**Brief**
Across the whole listing, copy out every line that includes the string "Email".

**Input records**

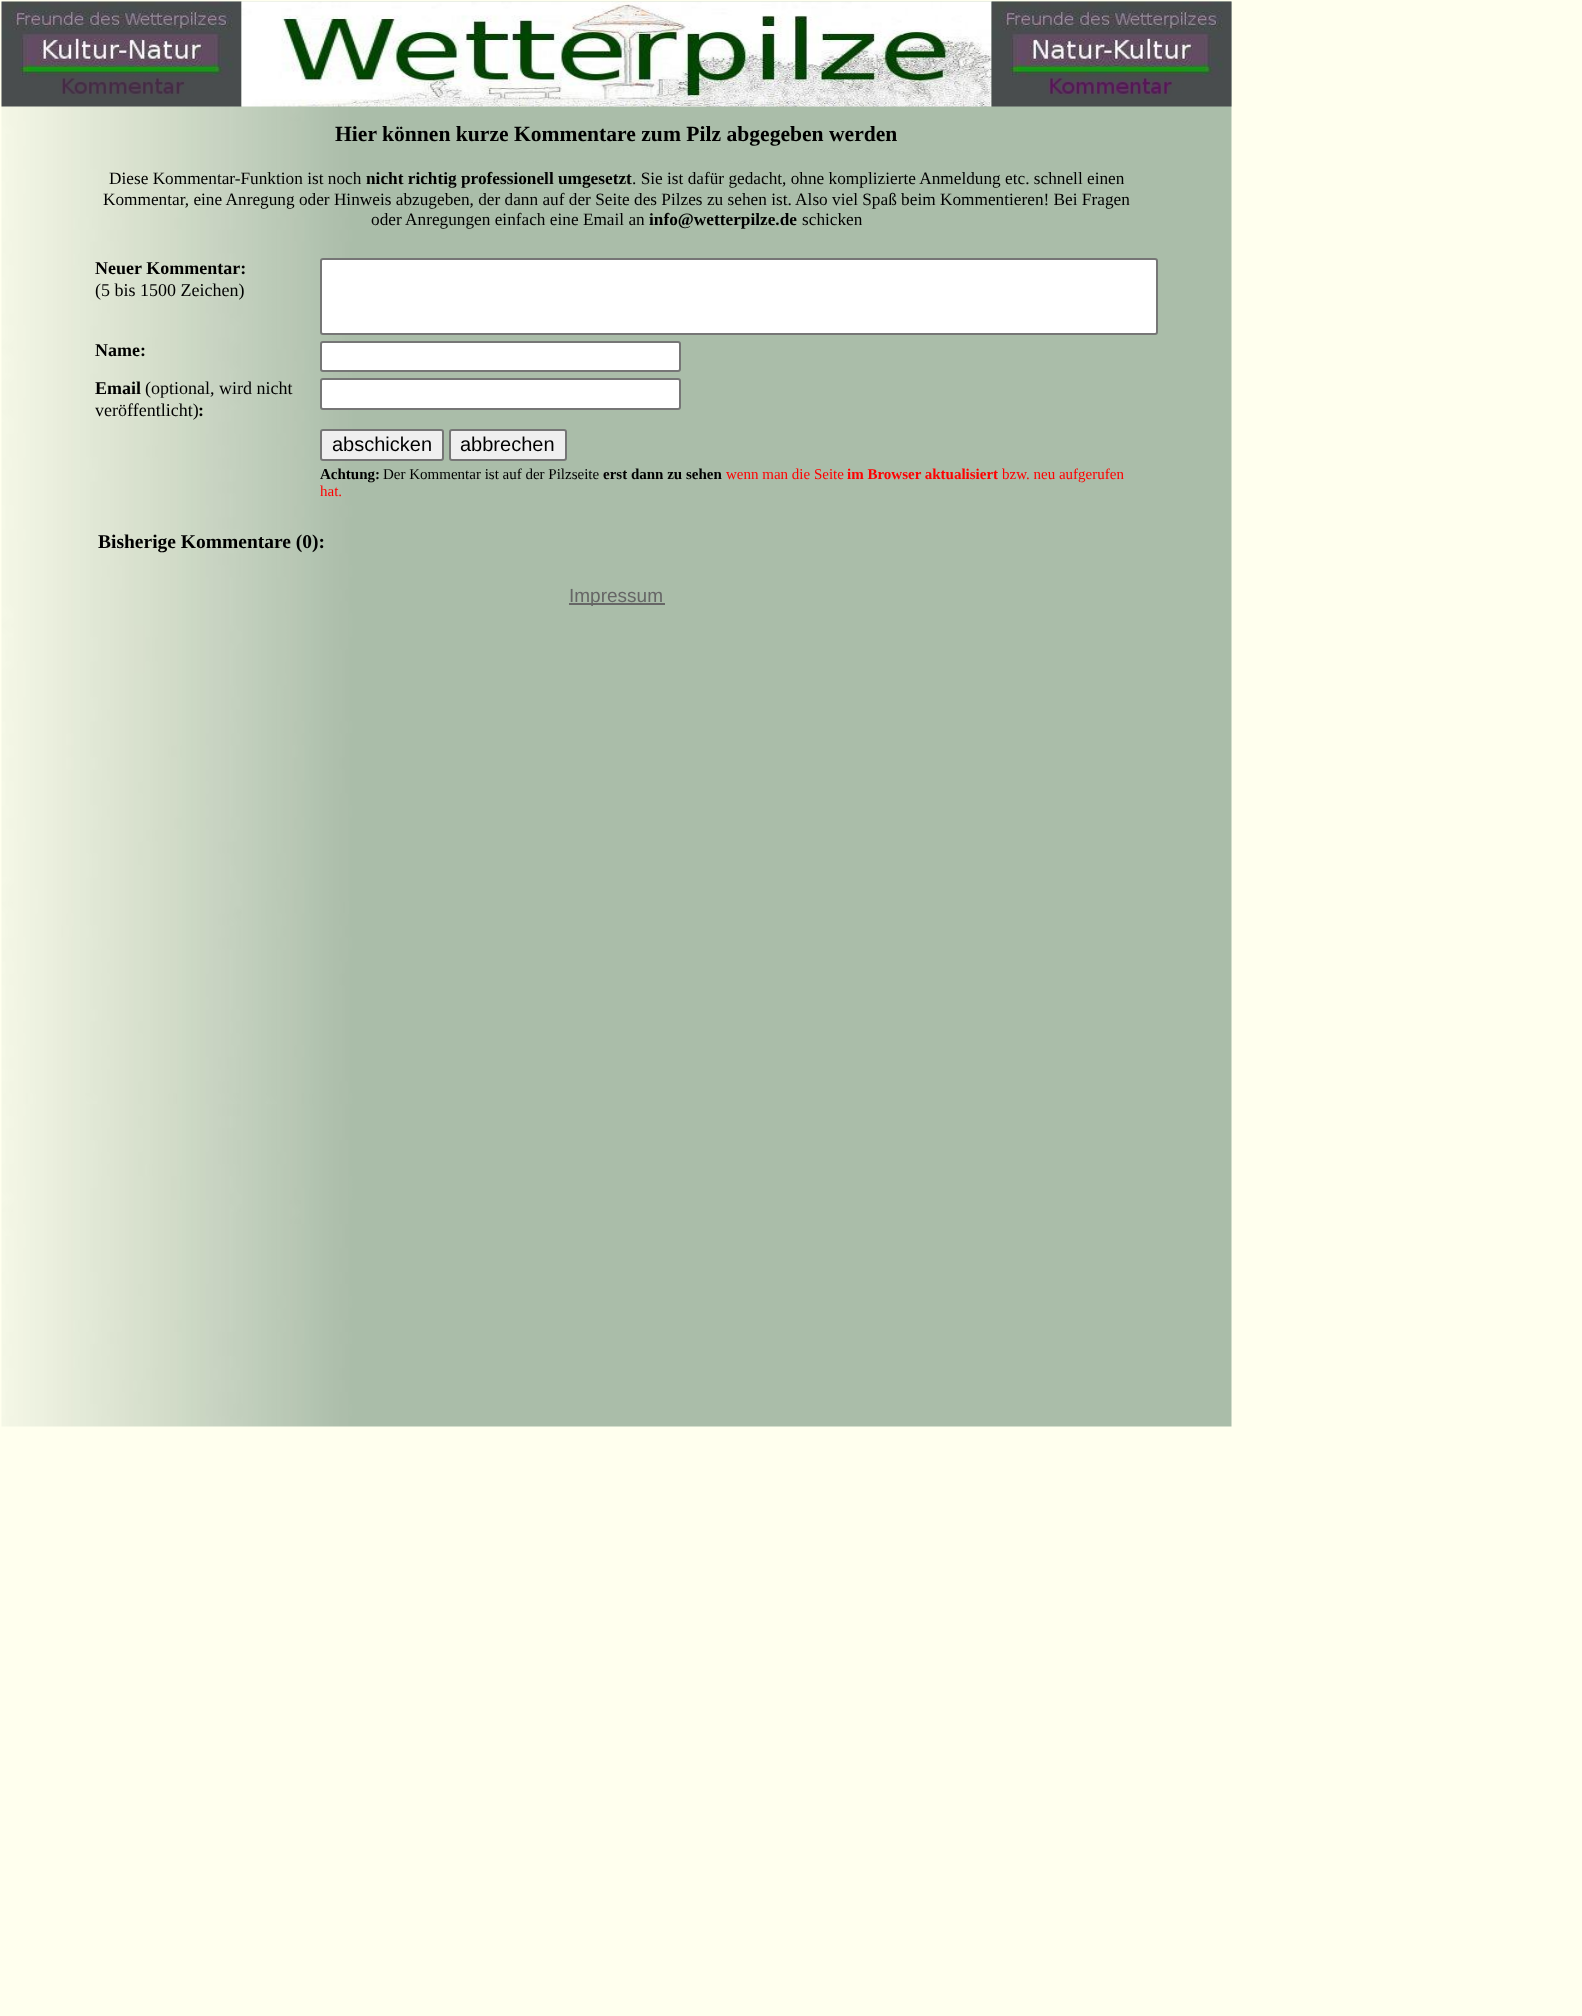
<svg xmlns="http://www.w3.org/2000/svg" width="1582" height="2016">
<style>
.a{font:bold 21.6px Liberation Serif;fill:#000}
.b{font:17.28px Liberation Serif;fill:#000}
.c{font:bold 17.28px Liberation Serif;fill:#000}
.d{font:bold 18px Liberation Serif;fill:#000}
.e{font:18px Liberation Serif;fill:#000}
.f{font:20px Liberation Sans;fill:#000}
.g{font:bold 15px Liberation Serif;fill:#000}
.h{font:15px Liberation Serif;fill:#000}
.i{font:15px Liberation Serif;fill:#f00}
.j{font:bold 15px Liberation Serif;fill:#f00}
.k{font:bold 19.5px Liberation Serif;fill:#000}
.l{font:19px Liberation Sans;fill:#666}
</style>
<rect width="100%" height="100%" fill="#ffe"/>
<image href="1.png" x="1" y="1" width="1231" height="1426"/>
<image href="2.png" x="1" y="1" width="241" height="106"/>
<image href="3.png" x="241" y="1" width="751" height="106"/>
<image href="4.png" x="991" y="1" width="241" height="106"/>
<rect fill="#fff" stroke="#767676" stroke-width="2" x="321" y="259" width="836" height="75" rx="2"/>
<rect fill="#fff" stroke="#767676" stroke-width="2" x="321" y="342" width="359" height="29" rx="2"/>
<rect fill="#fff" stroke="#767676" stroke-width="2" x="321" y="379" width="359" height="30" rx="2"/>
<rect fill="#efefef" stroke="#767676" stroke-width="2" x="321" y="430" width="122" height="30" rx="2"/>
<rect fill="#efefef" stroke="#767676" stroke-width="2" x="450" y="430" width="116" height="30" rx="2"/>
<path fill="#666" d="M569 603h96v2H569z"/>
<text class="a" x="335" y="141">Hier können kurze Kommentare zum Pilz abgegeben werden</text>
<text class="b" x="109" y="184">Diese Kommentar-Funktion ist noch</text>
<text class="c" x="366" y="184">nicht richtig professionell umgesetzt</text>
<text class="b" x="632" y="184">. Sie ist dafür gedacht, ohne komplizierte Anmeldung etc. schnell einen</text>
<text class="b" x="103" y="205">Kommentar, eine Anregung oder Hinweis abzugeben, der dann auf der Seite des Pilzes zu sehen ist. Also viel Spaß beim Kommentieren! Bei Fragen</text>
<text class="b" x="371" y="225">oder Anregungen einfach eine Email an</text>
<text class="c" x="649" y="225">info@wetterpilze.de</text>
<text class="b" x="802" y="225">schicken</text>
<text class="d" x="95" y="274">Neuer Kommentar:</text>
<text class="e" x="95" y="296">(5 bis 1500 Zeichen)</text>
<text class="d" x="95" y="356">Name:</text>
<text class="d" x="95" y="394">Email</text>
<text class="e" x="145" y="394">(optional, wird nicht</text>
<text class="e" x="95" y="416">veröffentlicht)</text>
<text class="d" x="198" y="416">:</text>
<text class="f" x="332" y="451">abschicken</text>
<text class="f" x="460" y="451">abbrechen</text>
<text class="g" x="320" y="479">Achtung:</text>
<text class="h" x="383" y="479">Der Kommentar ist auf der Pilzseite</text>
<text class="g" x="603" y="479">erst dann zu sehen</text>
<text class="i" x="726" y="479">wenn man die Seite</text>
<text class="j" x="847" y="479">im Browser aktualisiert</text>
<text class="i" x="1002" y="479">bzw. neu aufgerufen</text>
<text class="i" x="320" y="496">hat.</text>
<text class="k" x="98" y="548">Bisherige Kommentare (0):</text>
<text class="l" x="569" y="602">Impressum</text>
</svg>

**Result below**
<text class="b" x="371" y="225">oder Anregungen einfach eine Email an</text>
<text class="d" x="95" y="394">Email</text>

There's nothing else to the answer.